Roofline, Olson House, no doubt the vantage from which End of Olson’s was painted in 1969.

Much has been said about Wyeth’s place in the lexicon of American painting, and I’m not going to debate that here. For me, his superior draughtsmanship, emotionally charged brevity, and compositional fluency negate any question of merit. But beyond those attributes, his paintings speak to a sense of Maine that anyone with a strong connection to the state would recognize, a quality that makes his work so intimately relatable.
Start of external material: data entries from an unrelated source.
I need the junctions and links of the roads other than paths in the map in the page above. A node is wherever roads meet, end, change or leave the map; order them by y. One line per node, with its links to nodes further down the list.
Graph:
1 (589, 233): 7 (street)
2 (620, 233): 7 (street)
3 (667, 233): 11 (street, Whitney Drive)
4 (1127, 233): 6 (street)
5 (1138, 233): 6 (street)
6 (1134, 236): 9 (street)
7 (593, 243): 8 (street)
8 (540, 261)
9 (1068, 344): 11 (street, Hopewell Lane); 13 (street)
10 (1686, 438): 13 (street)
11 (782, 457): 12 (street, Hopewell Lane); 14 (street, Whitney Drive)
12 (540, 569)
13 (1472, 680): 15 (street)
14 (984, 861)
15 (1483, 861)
If you’d like to dig a little deeper on the subject, let me recommend Christina Baker Kline’s novel A Piece of the World, a wonderful first-person portrayal of Christina Olson’s life inspired by her circumstances and her relationship with Andrew and Betsy Wyeth.

Abe Goodale

©Abe Goodale, Watercolor

On a more contemporary note, I was thrilled to walk into the Archipelago Store and Gallery of the Island Institute in Rockland and to discover an exhibit of wonderful paintings of lobstermen by Abe Goodale. On his website Goodale notes this series, the Eastern Waters project, is a tribute to the hardworking lobstermen of Penobscot Bay and that he “set out to capture a way of life, a generation upon the water and an industry that is thriving, yet fragile”. I think it’s remarkable how sensitively he portrays the toughness surrounding these men and their work.
I regret the quality of my photos is so poor.

Goodale Pause

Pause    ©Abe Goodale

Sea Smoke Goodale

Sea Smoke     ©Abe Goodale, Watercolor

And finally, because I believe censorship is wrong, I am sharing a link to textile artist Salley Mavor’s recent story of being forced, ten days before the opening,  to withdraw from her solo exhibition Liberty and Justice: New Artwork by Salley Mavor. The show had been in coordinated planning for a year.
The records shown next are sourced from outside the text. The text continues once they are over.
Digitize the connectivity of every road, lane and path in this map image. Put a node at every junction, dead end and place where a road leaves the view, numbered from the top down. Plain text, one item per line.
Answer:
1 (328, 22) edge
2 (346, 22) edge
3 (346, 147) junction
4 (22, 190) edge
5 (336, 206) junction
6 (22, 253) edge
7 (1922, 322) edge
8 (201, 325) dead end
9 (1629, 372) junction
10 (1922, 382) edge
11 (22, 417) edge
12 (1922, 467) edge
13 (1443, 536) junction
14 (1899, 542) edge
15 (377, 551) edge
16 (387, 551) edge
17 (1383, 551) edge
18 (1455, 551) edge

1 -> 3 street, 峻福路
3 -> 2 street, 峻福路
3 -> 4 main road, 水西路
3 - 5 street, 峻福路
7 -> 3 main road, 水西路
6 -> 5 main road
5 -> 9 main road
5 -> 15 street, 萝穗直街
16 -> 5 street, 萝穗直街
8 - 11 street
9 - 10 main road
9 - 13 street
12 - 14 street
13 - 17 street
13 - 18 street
In relating the circumstances, Mavor is careful not to cast aspersions on the organization/venue, its staff or volunteers. I truly hope you will take the time to read what she has to say. It is not a political rant, it is a measured response to where we find ourselves in society today. She says, “For me, the work is about stepping away from a safe, sheltered existence and into a very real reality, one where there is possibility for action toward making a difference in the world.”
I want to honor her request that links to her work be shared in order for it to be seen. Maybe you will too. It is so important that we work together to subvert censorship and support artistic freedom.

Regardless of your political stance , please take the time to explore Mavor’s website. Her work is beautiful, and if you share a love of nature, I’m sure you will find it both magical and delightful. Her creativity and skill with a needle are remarkable.

Many thanks to Eve Jacobs-Carnahan for bring this to my attention.